**YOUR ASSIGNMENT**.
Where does the word "Cheminade" appear in the data? Copy every line that holds it.

====== MATERIAL TO PROCESS

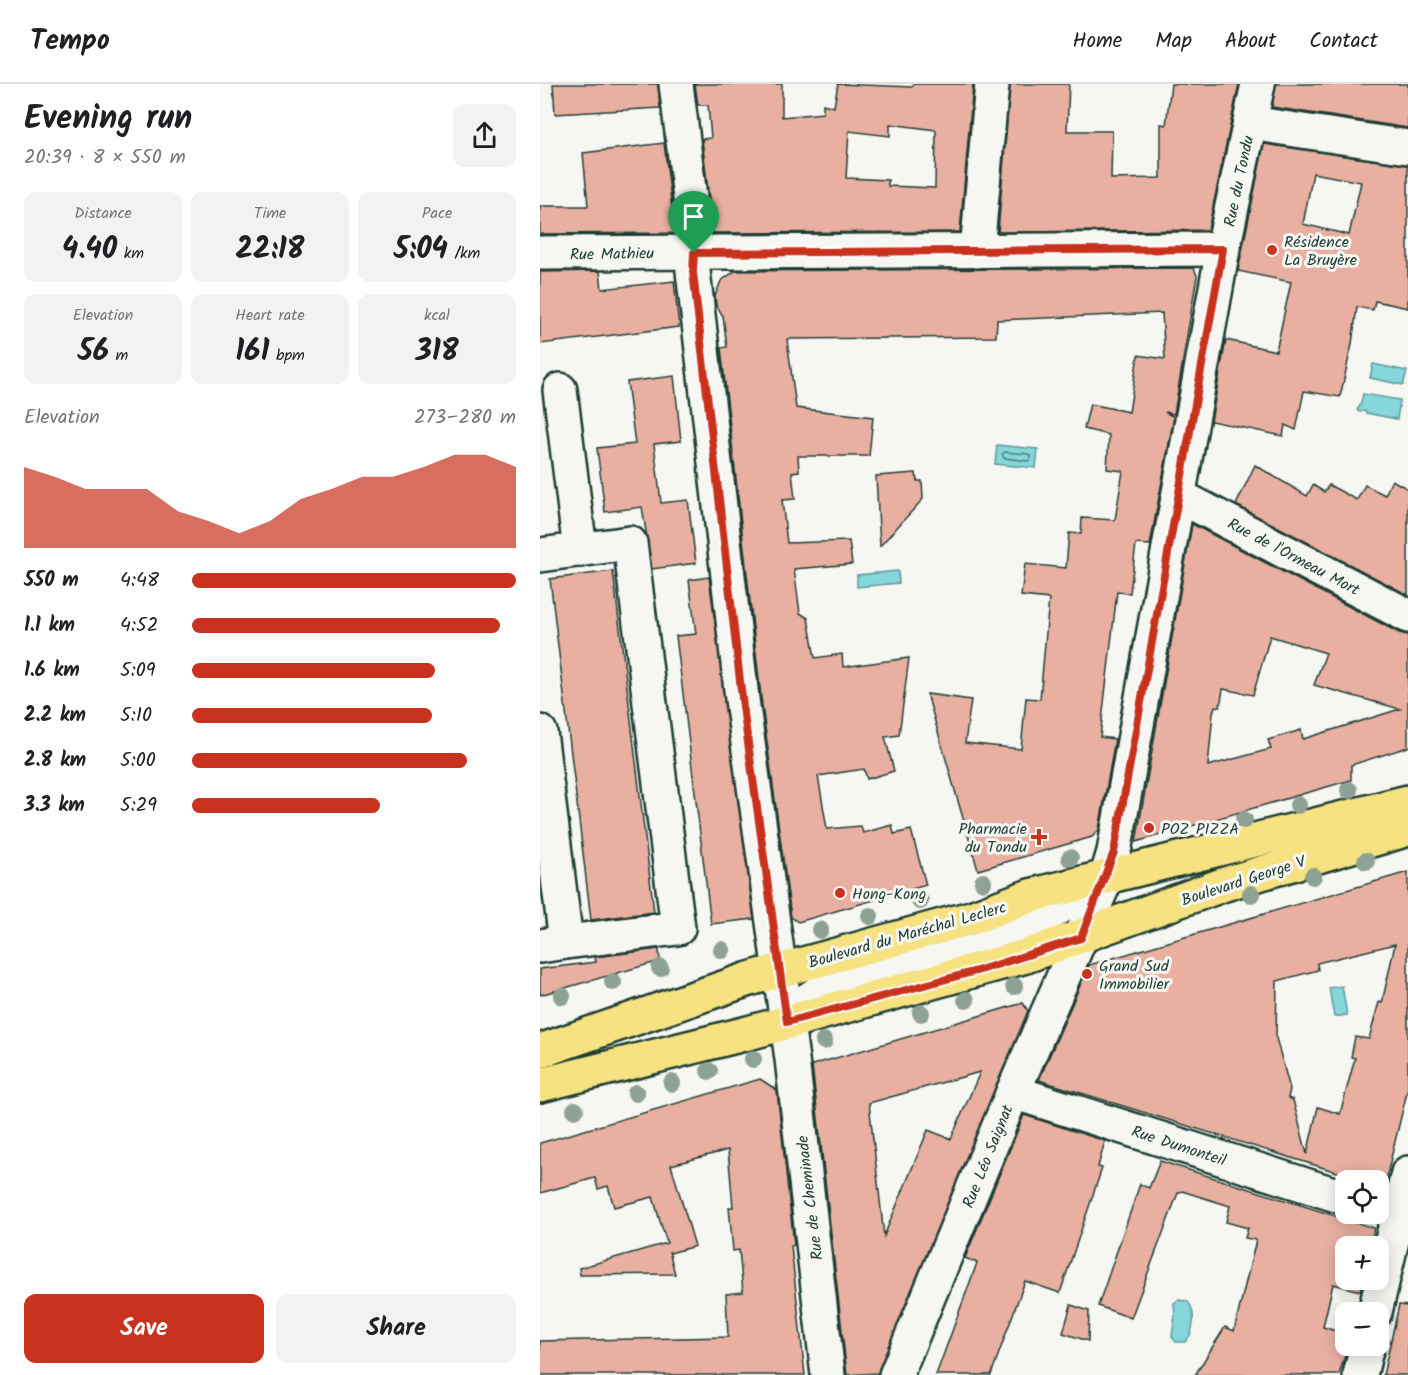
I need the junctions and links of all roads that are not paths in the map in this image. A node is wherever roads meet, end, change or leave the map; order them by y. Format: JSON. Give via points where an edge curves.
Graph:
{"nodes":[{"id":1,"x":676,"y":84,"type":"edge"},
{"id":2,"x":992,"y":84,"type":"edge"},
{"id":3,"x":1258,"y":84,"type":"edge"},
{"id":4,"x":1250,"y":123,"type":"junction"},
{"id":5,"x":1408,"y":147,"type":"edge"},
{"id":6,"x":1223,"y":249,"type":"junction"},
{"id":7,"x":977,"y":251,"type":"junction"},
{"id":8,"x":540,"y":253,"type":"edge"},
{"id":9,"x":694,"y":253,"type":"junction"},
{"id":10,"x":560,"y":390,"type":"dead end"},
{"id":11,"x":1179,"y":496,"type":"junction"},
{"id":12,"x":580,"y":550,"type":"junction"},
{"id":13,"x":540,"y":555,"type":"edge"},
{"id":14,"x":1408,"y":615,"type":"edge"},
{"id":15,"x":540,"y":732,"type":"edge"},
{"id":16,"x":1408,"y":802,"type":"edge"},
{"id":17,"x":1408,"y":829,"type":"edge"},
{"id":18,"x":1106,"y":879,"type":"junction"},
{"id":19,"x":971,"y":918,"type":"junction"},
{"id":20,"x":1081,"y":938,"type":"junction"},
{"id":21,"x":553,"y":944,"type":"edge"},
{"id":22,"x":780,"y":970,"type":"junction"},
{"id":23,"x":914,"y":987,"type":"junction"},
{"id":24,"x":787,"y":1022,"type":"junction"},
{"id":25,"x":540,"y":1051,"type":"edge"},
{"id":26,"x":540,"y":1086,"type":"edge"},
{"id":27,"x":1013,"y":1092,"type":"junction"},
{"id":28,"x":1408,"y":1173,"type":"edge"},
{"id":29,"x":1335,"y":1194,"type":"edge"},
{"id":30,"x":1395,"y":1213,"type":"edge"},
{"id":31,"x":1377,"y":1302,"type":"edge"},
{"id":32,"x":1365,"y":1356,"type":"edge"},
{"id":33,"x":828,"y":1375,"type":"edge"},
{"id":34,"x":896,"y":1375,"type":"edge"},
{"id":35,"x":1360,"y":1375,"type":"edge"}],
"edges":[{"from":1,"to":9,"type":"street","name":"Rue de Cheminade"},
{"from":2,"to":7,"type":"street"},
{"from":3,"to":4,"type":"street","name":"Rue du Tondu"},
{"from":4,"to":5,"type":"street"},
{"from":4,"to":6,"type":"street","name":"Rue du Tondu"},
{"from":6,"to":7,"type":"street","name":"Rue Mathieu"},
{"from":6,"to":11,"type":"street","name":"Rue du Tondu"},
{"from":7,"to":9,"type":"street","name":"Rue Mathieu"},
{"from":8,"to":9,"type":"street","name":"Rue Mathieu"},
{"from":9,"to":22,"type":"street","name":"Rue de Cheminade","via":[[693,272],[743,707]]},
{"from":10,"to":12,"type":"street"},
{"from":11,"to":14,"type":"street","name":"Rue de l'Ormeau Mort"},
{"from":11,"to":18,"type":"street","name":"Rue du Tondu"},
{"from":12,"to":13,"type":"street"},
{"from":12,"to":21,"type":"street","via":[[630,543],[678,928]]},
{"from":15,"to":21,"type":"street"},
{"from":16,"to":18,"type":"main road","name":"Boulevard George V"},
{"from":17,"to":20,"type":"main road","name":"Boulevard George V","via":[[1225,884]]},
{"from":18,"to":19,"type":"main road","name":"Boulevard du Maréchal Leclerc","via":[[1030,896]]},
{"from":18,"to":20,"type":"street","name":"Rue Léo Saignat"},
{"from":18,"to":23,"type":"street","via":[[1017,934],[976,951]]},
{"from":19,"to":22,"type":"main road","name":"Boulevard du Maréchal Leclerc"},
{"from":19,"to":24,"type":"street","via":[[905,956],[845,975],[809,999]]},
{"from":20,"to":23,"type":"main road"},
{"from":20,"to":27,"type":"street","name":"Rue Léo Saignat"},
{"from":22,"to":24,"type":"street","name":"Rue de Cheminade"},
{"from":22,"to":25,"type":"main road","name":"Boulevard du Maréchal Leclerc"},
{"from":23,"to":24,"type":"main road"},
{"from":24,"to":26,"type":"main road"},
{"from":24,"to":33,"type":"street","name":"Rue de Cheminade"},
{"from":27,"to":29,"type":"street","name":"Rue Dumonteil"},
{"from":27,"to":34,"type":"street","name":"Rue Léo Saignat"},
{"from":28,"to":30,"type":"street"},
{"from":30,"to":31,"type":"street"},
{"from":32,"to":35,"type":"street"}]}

============

**EXERCISE RESULT**.
"edges":[{"from":1,"to":9,"type":"street","name":"Rue de Cheminade"},
{"from":9,"to":22,"type":"street","name":"Rue de Cheminade","via":[[693,272],[743,707]]},
{"from":22,"to":24,"type":"street","name":"Rue de Cheminade"},
{"from":24,"to":33,"type":"street","name":"Rue de Cheminade"},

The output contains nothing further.